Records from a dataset
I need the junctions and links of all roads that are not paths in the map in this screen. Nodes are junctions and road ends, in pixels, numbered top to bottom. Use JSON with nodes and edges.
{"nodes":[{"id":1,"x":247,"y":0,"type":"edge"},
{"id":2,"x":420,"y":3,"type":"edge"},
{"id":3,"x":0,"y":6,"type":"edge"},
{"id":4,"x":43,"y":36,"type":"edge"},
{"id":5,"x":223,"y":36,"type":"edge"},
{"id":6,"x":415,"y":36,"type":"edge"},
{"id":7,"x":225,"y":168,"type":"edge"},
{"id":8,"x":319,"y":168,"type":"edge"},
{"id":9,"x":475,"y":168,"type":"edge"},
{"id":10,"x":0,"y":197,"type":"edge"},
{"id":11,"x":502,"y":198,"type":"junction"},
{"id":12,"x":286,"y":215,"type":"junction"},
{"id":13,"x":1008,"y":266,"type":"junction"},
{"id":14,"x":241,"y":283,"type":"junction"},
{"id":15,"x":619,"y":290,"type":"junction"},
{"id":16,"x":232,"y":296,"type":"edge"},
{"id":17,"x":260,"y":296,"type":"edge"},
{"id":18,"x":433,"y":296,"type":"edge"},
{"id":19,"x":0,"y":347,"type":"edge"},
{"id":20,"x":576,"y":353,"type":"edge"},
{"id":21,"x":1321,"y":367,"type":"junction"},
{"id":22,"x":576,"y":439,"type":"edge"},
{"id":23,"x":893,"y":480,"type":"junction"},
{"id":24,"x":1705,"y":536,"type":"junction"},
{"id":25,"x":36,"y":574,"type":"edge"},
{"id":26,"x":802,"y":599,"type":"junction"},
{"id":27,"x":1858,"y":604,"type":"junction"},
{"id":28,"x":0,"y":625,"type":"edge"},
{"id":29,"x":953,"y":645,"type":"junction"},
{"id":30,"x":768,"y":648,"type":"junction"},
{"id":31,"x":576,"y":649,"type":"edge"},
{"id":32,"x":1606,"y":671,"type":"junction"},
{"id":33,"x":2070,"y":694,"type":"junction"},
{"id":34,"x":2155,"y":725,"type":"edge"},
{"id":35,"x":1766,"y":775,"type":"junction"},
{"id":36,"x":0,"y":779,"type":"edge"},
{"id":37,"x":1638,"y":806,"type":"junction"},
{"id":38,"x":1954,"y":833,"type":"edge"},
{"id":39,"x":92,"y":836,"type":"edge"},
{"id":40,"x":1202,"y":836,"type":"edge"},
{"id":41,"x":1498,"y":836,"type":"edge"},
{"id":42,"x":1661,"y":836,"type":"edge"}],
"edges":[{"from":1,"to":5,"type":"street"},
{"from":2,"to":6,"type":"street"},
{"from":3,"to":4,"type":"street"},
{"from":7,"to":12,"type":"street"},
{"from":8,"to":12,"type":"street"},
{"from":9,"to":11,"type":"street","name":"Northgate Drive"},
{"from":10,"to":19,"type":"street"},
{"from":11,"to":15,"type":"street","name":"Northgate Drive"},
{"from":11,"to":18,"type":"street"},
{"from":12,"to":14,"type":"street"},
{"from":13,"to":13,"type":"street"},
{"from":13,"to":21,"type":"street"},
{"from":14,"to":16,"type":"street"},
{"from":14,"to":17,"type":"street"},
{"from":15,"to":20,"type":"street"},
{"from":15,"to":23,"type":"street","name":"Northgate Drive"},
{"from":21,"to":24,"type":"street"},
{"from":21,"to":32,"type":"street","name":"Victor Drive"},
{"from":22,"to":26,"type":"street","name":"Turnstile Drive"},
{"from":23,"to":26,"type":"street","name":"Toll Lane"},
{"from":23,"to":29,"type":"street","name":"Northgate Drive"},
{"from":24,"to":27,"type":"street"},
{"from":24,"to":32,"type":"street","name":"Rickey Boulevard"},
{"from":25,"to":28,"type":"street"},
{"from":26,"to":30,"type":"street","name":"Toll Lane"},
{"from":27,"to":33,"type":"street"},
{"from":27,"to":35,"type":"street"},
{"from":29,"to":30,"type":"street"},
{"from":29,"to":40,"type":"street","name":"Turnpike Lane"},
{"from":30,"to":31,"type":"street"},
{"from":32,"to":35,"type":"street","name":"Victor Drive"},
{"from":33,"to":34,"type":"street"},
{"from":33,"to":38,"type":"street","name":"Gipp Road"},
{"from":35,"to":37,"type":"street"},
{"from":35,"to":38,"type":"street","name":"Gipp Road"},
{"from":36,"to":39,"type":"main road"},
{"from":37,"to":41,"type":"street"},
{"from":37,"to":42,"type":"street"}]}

_Problem to work on_
Wherever the string "Drive" appears in the data above, report the whole line.

_Worked solution_
{"from":9,"to":11,"type":"street","name":"Northgate Drive"},
{"from":11,"to":15,"type":"street","name":"Northgate Drive"},
{"from":15,"to":23,"type":"street","name":"Northgate Drive"},
{"from":21,"to":32,"type":"street","name":"Victor Drive"},
{"from":22,"to":26,"type":"street","name":"Turnstile Drive"},
{"from":23,"to":29,"type":"street","name":"Northgate Drive"},
{"from":32,"to":35,"type":"street","name":"Victor Drive"},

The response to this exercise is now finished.